May 24th, 2012 | By | Category: Front Page Layout, Latest News, News

THE Phobic Trust has an online petition to have health board funding for its Wellington clinic reinstated.

The trust, which helps people with phobias, believes the clinic in Newtown provides a specialist service that is unique to the region.

The pilot programme with Capital and Coast District Health Board funding began in 2008,but in 2010 the contract was not renewed.

The review that took place at the time was comprehensive, says Lindsay Davis, senior communications advisor for health board.
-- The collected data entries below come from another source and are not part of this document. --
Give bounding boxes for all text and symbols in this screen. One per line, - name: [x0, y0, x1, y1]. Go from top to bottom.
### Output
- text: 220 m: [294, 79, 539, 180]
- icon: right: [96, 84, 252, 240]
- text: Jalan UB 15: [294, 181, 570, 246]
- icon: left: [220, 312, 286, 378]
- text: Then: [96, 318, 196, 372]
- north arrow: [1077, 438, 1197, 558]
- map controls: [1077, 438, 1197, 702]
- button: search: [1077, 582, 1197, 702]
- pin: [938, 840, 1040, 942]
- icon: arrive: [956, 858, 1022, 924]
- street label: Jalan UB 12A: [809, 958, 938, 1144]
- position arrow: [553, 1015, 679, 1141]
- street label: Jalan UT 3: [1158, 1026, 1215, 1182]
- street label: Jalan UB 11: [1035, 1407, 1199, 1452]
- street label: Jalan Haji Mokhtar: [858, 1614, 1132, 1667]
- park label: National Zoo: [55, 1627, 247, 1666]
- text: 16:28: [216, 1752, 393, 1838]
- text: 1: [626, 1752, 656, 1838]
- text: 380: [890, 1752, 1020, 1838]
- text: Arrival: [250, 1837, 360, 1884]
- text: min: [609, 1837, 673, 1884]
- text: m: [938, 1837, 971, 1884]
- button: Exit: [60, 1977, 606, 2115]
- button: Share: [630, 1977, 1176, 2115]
“It established that the services the Trust offered could be effectively provided by Capital & Coast’s existing services, or in primary care,” Mr Davis says.

However, Marcia Read, founder and CEO of the Phobic Trust, says that even though there is better public awareness now, many phobic conditions remain undiagnosed.

“There are still a lot of silent sufferers out there”.

Marcia has experienced agoraphobia, which is fear of public places or of leaving a safe place.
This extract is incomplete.